Work order:
From the first line to the last, write out the records exactly, leaving out images.

Data provided:
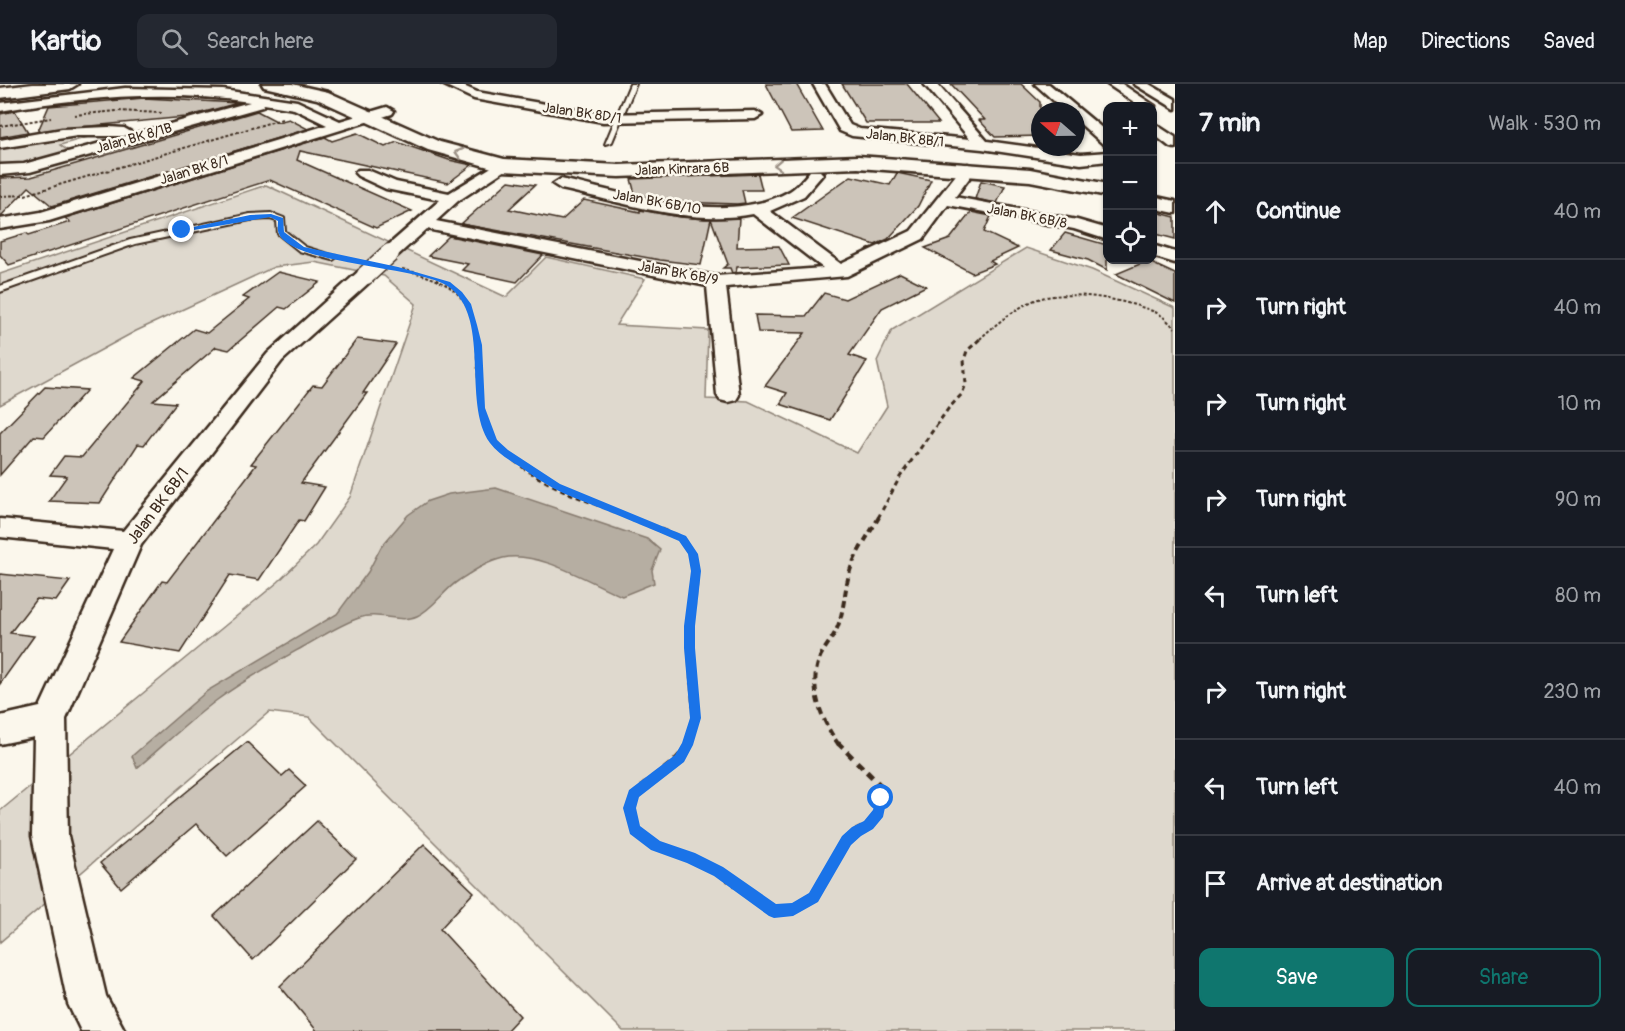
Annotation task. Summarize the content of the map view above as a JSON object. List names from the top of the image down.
{
  "streets": {
    "street": [
      "Jalan BK 8D/1",
      "Jalan BK 8/1B",
      "Jalan BK 8B/1",
      "Jalan Kinrara 6B",
      "Jalan BK 8/1",
      "Jalan BK 6B/10",
      "Jalan BK 6B/8",
      "Jalan BK 6B/9",
      "Jalan BK 6B/1"
    ]
  },
  "crossings": [
    ["Jalan Kinrara 6B", "Jalan BK 8/1"],
    ["Jalan Kinrara 6B", "Jalan BK 6B/9"],
    ["Jalan Kinrara 6B", "Jalan BK 6B/1"],
    ["Jalan BK 6B/8", "Jalan BK 6B/9"],
    ["Jalan BK 6B/9", "Jalan BK 6B/1"]
  ],
  "north": "left",
  "page": {
    "header": "Kartio",
    "search": "Search here",
    "nav": ["Map", "Directions", "Saved"],
    "heading": ["7 min", "Walk · 530 m"],
    "map_buttons": ["+", "−"],
    "list": [
      ["Continue", "40 m"],
      ["Turn right", "40 m"],
      ["Turn right", "10 m"],
      ["Turn right", "90 m"],
      ["Turn left", "80 m"],
      ["Turn right", "230 m"],
      ["Turn left", "40 m"],
      "Arrive at destination"
    ],
    "buttons": ["Save", "Share"]
  }
}
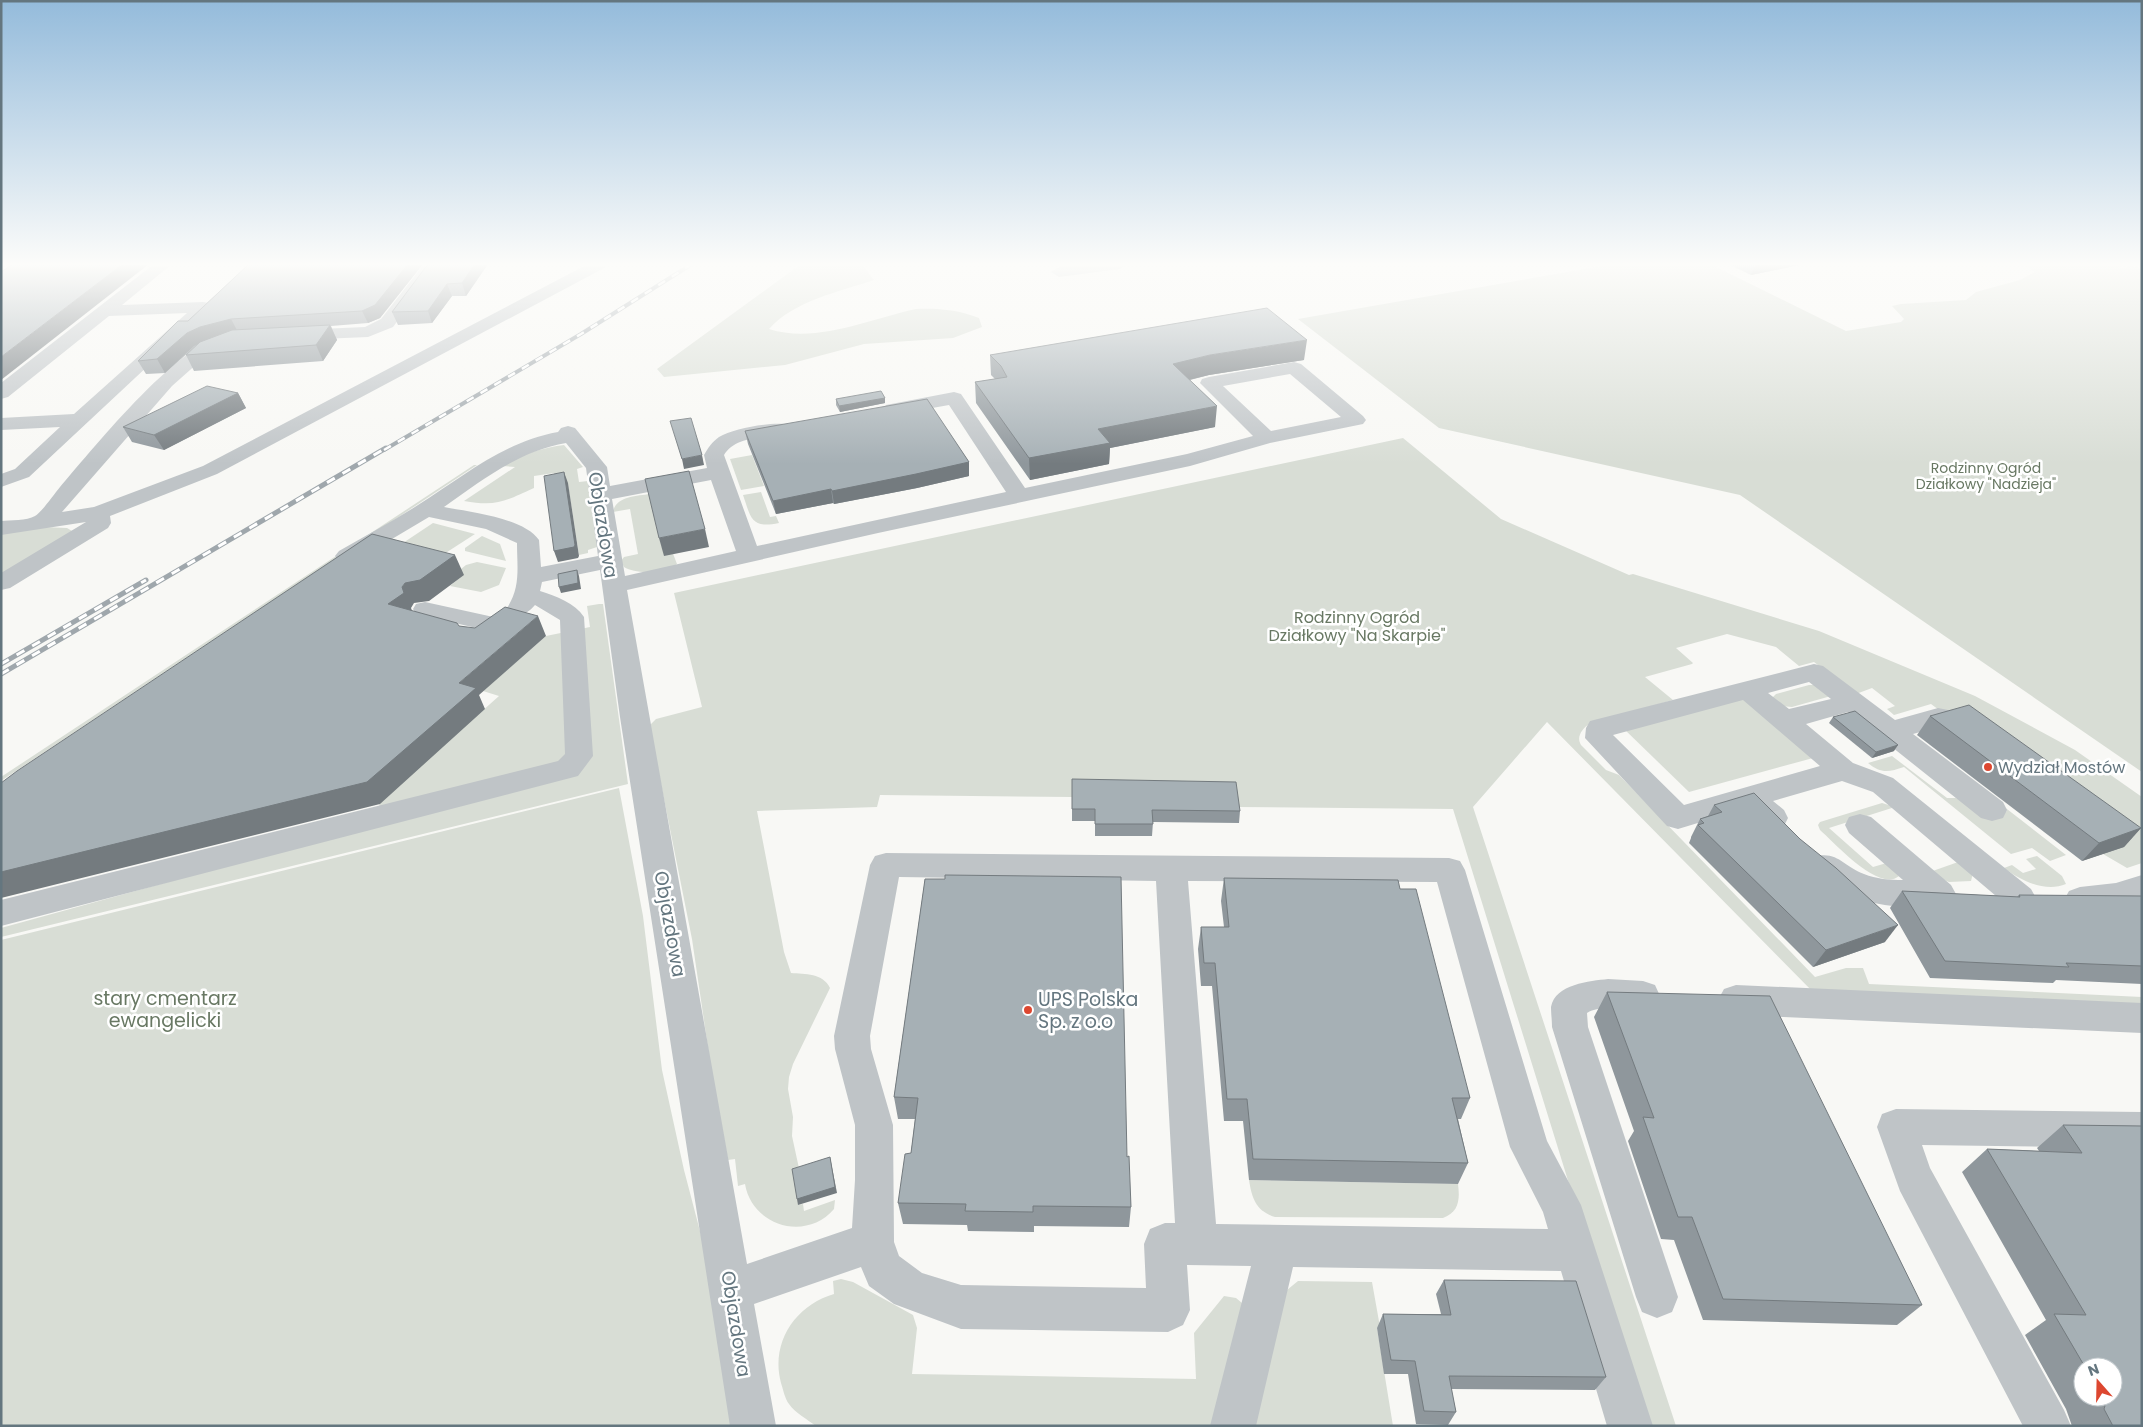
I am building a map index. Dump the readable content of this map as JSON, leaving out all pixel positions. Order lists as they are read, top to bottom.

Your response:
Annotation task. Summarize the content of the map view above as a JSON object. List names from the top of the image down.
{
  "streets": {
    "street": [
      "Jalan BK 8D/1",
      "Jalan BK 8/1B",
      "Jalan BK 8B/1",
      "Jalan Kinrara 6B",
      "Jalan BK 8/1",
      "Jalan BK 6B/10",
      "Jalan BK 6B/8",
      "Jalan BK 6B/9",
      "Jalan BK 6B/1"
    ]
  },
  "crossings": [
    ["Jalan Kinrara 6B", "Jalan BK 8/1"],
    ["Jalan Kinrara 6B", "Jalan BK 6B/9"],
    ["Jalan Kinrara 6B", "Jalan BK 6B/1"],
    ["Jalan BK 6B/8", "Jalan BK 6B/9"],
    ["Jalan BK 6B/9", "Jalan BK 6B/1"]
  ],
  "north": "left",
  "page": {
    "header": "Kartio",
    "search": "Search here",
    "nav": ["Map", "Directions", "Saved"],
    "heading": ["7 min", "Walk · 530 m"],
    "map_buttons": ["+", "−"],
    "list": [
      ["Continue", "40 m"],
      ["Turn right", "40 m"],
      ["Turn right", "10 m"],
      ["Turn right", "90 m"],
      ["Turn left", "80 m"],
      ["Turn right", "230 m"],
      ["Turn left", "40 m"],
      "Arrive at destination"
    ],
    "buttons": ["Save", "Share"]
  }
}
I am building a map index. Dump the readable content of this map as JSON, leaving out all pixel positions. Order lists as they are read, top to bottom.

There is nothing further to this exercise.